A la veille de cet anniversaire, lundi 13 mars, l'affable pontife argentin continue à susciter une très grande ferveur populaire, grâce à son langage concret et sa proximité avec les gens, surtout les plus humbles. Mais à l'intérieur de "la Curie", le gouvernement du Saint-Siège, souvent malmenée par un pape au visage plus autoritaire, ses véritables soutiens sont davantage comptés.
Lors de ses voeux devant les cardinaux de la Curie en décembre, le pape a énuméré une liste de dix-huit décisions réformatrices phares, soulignant qu'elles ne devaient pas être un simple "lifting" mais s'accompagner d'un "changement de mentalité".
Or, selon un évêque argentin, proche du pape, ce dernier ne peut compter que sur environ 20% de soutiens actifs au sein de la Curie, une majorité affichant sa loyauté de façon plus passive et une minorité son opposition. Autre paramètre: le changement est loin d'être gravé dans la culture bi-millénaire de l'Eglise, qui suit son propre rythme.
Le dossier ultra-sensible des abus sexuels a illustré la semaine dernière cette double difficulté.

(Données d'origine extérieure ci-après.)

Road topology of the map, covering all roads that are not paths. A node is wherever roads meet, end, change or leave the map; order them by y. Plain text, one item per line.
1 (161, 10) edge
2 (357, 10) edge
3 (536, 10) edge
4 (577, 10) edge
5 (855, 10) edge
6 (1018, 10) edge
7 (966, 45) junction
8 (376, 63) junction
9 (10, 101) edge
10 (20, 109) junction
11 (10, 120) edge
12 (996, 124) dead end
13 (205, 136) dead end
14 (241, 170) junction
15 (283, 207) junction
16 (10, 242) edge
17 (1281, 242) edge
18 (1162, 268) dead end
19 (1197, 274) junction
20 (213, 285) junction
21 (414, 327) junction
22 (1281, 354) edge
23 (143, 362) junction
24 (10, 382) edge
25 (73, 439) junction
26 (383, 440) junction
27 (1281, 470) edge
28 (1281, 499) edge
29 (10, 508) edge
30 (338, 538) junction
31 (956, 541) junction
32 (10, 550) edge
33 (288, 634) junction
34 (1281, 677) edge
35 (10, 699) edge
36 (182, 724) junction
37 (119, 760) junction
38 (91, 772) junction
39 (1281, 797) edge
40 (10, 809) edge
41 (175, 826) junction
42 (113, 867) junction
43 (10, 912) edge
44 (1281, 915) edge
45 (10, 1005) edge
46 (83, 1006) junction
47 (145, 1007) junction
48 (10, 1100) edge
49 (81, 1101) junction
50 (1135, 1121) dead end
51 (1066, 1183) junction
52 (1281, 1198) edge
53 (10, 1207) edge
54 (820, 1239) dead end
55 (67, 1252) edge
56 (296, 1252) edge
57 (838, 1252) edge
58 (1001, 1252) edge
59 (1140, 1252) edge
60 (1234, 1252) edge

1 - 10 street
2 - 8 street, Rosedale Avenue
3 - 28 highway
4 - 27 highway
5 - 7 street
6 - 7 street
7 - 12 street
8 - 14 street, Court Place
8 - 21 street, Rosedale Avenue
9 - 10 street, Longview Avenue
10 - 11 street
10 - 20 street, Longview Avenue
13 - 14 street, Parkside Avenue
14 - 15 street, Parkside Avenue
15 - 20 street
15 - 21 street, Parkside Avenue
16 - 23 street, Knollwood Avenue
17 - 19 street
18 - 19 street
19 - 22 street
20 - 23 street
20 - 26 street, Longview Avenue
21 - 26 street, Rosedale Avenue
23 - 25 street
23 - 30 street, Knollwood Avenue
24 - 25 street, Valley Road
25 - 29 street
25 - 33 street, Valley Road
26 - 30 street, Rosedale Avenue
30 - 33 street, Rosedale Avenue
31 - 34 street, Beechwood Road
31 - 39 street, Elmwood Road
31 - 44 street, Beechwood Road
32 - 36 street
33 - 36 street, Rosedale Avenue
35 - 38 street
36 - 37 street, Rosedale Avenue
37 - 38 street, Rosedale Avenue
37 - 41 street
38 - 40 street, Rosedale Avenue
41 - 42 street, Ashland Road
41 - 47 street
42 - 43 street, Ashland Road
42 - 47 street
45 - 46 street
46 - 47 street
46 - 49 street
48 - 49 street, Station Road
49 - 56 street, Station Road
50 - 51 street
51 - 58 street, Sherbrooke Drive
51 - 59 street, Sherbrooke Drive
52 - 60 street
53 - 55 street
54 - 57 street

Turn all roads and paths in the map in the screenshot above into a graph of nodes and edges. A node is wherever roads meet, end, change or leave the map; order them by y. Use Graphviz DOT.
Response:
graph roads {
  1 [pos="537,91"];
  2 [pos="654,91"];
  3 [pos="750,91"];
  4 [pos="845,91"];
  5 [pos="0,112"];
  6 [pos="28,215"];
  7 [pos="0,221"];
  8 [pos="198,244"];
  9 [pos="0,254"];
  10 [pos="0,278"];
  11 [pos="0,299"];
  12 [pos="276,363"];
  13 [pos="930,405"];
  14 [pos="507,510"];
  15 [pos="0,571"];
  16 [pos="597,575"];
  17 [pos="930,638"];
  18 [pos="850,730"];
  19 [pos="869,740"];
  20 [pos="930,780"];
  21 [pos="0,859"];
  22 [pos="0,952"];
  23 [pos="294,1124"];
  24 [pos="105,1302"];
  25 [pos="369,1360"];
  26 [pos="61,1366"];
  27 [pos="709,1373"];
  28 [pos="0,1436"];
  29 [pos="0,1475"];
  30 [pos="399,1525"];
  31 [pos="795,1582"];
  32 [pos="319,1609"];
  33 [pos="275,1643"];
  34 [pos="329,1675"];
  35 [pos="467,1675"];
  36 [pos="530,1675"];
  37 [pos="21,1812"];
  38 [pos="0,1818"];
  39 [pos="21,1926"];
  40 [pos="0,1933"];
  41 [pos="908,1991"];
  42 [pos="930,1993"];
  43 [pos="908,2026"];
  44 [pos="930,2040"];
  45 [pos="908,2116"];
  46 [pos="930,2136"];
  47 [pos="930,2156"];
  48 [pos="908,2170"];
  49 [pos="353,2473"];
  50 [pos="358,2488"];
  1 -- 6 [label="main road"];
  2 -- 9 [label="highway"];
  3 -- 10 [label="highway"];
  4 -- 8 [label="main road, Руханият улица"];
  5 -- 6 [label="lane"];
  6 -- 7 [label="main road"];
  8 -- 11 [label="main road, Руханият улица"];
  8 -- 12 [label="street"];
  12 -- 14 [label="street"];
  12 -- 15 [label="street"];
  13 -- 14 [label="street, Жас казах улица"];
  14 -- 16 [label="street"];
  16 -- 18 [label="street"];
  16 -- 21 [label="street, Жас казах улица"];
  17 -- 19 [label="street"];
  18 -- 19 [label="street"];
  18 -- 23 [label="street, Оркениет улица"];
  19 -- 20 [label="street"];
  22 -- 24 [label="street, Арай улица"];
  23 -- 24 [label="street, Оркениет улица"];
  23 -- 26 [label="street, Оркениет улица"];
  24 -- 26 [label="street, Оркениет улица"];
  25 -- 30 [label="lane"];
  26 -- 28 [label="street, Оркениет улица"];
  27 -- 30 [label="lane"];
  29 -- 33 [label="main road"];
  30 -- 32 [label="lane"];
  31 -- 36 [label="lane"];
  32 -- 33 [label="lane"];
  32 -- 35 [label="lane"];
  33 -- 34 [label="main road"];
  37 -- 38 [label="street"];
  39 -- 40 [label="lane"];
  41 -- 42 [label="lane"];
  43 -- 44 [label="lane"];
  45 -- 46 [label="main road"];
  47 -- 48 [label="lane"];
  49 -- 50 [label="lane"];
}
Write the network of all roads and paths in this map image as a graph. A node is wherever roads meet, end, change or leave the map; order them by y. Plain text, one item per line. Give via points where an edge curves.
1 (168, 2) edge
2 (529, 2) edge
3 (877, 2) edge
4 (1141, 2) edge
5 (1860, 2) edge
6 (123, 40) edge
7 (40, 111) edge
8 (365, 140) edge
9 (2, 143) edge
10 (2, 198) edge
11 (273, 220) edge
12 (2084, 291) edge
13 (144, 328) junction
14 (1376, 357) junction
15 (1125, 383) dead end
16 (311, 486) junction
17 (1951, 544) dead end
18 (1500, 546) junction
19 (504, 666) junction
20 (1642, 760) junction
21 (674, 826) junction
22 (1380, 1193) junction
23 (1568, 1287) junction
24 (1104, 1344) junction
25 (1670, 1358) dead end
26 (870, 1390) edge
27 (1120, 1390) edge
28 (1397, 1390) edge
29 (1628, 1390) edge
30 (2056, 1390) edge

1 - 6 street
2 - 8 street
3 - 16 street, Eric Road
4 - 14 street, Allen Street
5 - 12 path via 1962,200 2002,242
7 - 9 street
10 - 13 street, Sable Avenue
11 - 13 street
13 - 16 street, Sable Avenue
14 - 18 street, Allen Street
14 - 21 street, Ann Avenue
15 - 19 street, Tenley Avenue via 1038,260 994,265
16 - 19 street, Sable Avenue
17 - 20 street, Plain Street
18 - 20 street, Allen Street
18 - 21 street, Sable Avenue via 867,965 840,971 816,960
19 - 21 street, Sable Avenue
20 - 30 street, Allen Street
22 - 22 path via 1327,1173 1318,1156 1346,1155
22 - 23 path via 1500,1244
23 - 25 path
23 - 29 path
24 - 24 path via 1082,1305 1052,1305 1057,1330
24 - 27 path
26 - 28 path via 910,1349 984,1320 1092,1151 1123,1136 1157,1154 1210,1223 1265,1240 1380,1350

Une ancienne victime irlandaise, Marie Collins, a démissionné de la commission antipédophilie mise en place par le pape, dénonçant un manque de coopération "honteux" de la Curie, surtout de la part de la "Congrégation pour la doctrine de la foi", gardienne du dogme et des moeurs.
"Je pense qu'il faudrait mettre fin à ce cliché, l'idée qu'il y aurait d'un côté le pape qui veut la réforme et de l'autre un groupe de résistants souhaitant la bloquer", a rétorqué son chef, le cardinal conservateur allemand Gerhard Ludwig Müller.
- Pape bon, curie méchante ? -
Le vaticaniste Gianni Valente -collaborateur du site d'analyse "Vatican Insider" et plutôt sensible au message du pape- estime que "l'image simpliste d'un pape bon et d'une curie méchante devient un danger pour le souverain pontife en l'isolant".
Et elle ne correspond pas non plus toujours à la réalité sur le terrain. Nombreux sont ceux au Vatican pour qui certaines réformes sont perçues comme dénuées de consultations préalables, ou confiées aux mauvaises personnes.
L'exemple le plus flagrant reste l'embauche de la sulfureuse consultante Francesca Chaouqui, arrêtée en 2015 pour avoir transmis à deux journalistes des milliers de documents confidentiels sur les finances du Vatican.
Ces journalistes ont ensuite révélé dans leurs livres nombre de malversations financières, dont des détournements de dons faits à l'Eglise (Denier de Saint-Pierre) destinés aux pauvres mais utilisés pour financer le train de vie luxueux de certains cardinaux. Ces fuites avaient conduit à l'embarrassant procès "Vatileaks 2".
Le coeur des réformes porte sur un meilleur contrôle de ces dépenses parfois exponentielles et souvent opaques. Mais le Saint-Siège reconnaît qu'il aura besoin encore de "quelques années" pour publier des comptes consolidés certifiés. "C'est compliqué d'imposer des normes comptables communes quand vous ne le faites pas depuis des siècles!", a ainsi ironisé une source interne.
Un mois après son élection, le pape avait nommé un conseil consultatif de huit cardinaux (aujourd'hui neuf) pour l'aider à réformer l'administration centrale de l'Eglise, dont les progrès sont peu détaillés.
Début 2014, le pape avait aussi créé un tout puissant ministère de l'Economie, dirigé par le cardinal australien George Pell.
Sa nomination avait provoqué un séisme, mais ses pleins pouvoirs ont été grignotés depuis, s'accordent les vaticanistes.
L'organe qui supervise le fabuleux patrimoine immobilier de l'Eglise a ainsi repris le contrôle de ses activités, souligne Sandro Magister, vaticaniste conservateur critique du pape.
En revanche, deux grands ministères ont vu le jour et une réforme radicale des médias du Vatican bat son plein, malgré des grincements de dents.
"Le pape ouvre des processus et sème le désordre", critique Sandro Magister, pour qui la réforme, omniprésente il y a quatre ans dans les discours avant le conclave, "est encore loin du but".
"Le pape donne des lignes directrices, c'est un travail de longue haleine", défend Gianni Valente. Et le succès de son pontificat "ne dépend pas de l'obtention de résultats de son vivant", ajoute-t-il.